- Date posted
- Yesterday
Please help me
can somebody help me I’m currently having a panic attack I feel like such a bad person because while I was in a talking stage with my now current boyfriend I thought it was OK to leave my options open and kinda get to know other people and before I really got to lock in with my now current boyfriend I thought that all I would be good for was Situationships and friends with benefits and I didn’t really treat our early talking stage as really serious and I got really distant with him because I was scared that he would want a relationship out of me at that time, and it made me scared because whenever I got into a relationship in the past, I got this on waving feeling of guilt that I could never shake off until I broke up with that person so I just distance myself from him in the early stage because I was too scared and then when I decided I wanted to lock in with talking staging with him, I cut off all types with all the other people even though I kinda wasn’t really talking to other people at that point it was just him I don’t feel like I really don’t deserve him because the way I acted before I locked in with him and I got in a relationship with him.

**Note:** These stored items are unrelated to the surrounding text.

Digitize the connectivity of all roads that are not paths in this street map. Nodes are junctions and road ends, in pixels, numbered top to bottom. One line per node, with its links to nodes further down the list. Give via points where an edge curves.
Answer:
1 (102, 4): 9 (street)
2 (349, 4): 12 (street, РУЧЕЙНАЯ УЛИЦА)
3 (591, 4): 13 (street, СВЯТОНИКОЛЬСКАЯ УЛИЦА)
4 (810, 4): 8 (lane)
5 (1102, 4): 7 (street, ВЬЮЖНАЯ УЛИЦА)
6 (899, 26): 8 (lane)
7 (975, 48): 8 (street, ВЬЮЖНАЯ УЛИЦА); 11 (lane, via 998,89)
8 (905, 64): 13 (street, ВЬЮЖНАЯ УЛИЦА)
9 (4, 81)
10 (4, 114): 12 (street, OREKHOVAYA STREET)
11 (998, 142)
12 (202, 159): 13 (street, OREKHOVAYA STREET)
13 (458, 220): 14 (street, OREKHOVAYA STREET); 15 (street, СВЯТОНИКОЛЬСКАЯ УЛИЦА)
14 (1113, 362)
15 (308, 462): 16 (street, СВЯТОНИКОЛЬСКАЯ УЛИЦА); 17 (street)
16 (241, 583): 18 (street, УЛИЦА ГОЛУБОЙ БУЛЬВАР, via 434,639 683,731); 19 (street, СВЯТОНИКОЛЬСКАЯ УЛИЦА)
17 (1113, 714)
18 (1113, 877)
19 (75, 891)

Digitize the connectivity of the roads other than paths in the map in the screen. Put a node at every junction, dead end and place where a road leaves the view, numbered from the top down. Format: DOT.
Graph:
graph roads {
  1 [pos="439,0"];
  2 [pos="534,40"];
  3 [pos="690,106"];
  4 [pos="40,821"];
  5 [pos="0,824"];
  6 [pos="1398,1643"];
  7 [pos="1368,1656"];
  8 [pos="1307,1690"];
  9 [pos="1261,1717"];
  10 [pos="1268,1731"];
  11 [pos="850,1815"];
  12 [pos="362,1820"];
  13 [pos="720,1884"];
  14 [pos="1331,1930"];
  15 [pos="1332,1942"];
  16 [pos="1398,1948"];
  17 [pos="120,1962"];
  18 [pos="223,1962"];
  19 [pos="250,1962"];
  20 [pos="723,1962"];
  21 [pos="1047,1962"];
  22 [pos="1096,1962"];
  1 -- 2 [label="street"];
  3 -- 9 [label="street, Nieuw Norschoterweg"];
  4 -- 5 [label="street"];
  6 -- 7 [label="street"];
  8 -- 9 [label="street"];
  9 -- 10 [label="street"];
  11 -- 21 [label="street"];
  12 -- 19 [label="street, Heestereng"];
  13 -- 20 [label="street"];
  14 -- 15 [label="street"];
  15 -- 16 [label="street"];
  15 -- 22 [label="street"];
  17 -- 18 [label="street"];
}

He is the first person that I’ve been in a relationship with that I never got the feeling of guilt like I did with my past ones and I don’t wanna mess it up. I know this is all sounding really erratic. I just wanna get my thoughts down and it’s hard to sound consistent when you’re having a panic attack, but I just need help. I know what I did was wrong and I shouldn’t have had my options open while I was talking with him because it’s a really shitty thing to do to talk to multiple people and then decided to lock him with one of them leave the other one behind. I don’t deserve him at all. Can somebody please give me their insight.